Taipei: A guide to sightseeing, eating, shopping, and more

Planning your next vacation already? Mochi recommends Taipei, Taiwan, a hustling and bustling city with a great range of landmarks, eats, and shops. Landmarks National Taipei University (NTPU) is a well-known and internationally ranked choice for higher education. It’s a great option for learning Chinese if your visit is long enough, or even for an exchange program. Like any other university campus, NTPU boasts a variety of clubs and extracurricular activities. History buffs and the aesthetically inclined will enjoy a visit to the National Palace Museum, with its immense collection of Chinese artifacts. From bronze to jades to ceramics, the museum presents an awe-inspiring showcases. If you don’t know where to start, tour guide headsets are available for 100NT (New Taiwanese Dollars), or a little over three American dollars. But above all else, the world’s tallest building is a must-see. Taipei 101 is an impressive vision with an equally impressive selection of high-end shopping stores and a massive food court. For 350 NT, you can also ride the world’s fastest elevator to the observation decks on the 89th and 91st floors, both of which offer a stunning 360-degree view you won’t find anywhere else.

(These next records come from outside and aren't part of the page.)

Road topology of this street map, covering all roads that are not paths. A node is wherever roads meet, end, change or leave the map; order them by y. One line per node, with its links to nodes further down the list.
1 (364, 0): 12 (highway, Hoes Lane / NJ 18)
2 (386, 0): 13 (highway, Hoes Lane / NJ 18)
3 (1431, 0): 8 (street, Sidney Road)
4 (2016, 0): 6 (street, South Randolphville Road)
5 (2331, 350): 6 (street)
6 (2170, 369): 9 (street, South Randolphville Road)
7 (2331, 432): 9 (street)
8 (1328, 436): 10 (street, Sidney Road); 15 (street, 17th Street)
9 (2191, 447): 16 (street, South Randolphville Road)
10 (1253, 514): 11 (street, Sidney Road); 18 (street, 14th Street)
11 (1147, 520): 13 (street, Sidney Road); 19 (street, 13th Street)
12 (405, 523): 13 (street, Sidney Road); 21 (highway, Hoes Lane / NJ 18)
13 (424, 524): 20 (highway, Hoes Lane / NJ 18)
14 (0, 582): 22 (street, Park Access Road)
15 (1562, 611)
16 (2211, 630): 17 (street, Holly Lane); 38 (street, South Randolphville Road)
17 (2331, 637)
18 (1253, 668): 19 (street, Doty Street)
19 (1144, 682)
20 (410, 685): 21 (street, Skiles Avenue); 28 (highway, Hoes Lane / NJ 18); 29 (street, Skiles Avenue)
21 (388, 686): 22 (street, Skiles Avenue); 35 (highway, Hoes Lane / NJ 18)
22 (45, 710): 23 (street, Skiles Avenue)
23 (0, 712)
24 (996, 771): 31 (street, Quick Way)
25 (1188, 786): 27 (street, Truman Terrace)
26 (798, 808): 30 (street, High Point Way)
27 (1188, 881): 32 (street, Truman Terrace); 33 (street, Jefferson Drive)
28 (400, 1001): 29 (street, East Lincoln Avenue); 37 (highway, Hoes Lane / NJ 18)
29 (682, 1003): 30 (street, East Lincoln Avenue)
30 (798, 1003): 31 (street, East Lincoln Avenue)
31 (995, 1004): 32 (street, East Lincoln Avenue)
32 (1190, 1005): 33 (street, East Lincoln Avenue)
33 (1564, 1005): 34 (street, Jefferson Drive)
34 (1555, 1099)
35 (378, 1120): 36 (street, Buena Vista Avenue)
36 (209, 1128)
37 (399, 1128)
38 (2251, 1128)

Nightlife and fun For those over eighteen, Taiwan is a fun and exciting place at night. Whether you have a penchant for classy, glittery clubs or enjoy kicking back at laid-back bars and lounges, options exist all over the city. Wednesdays is Taipei’s official ladies night, when cover and drinks are free or discounted depending on the location. Not legal yet? Not a problem. KTV, or karaoke, is a great alternative. Most of these are open 24 hours a day, so you can belt out melodies to your heart’s content whenever the fancy strikes. All KTV places also offer food and drinks, which you can order at places with cover fees.

Transportation Public transportation in Taiwan makes it easy to get around. During peak hours, you can find public buses every five minutes. If traffic is heavy, the underground MRT (Metropolitan Mass Transit) zips through many stations all over Taipei. A new extension of the MRT, the Maokong Gondola, also offers lift transportation services in the form of cable cars. Although not as speedy, it is a fun way to enjoy the scenic parts of the city.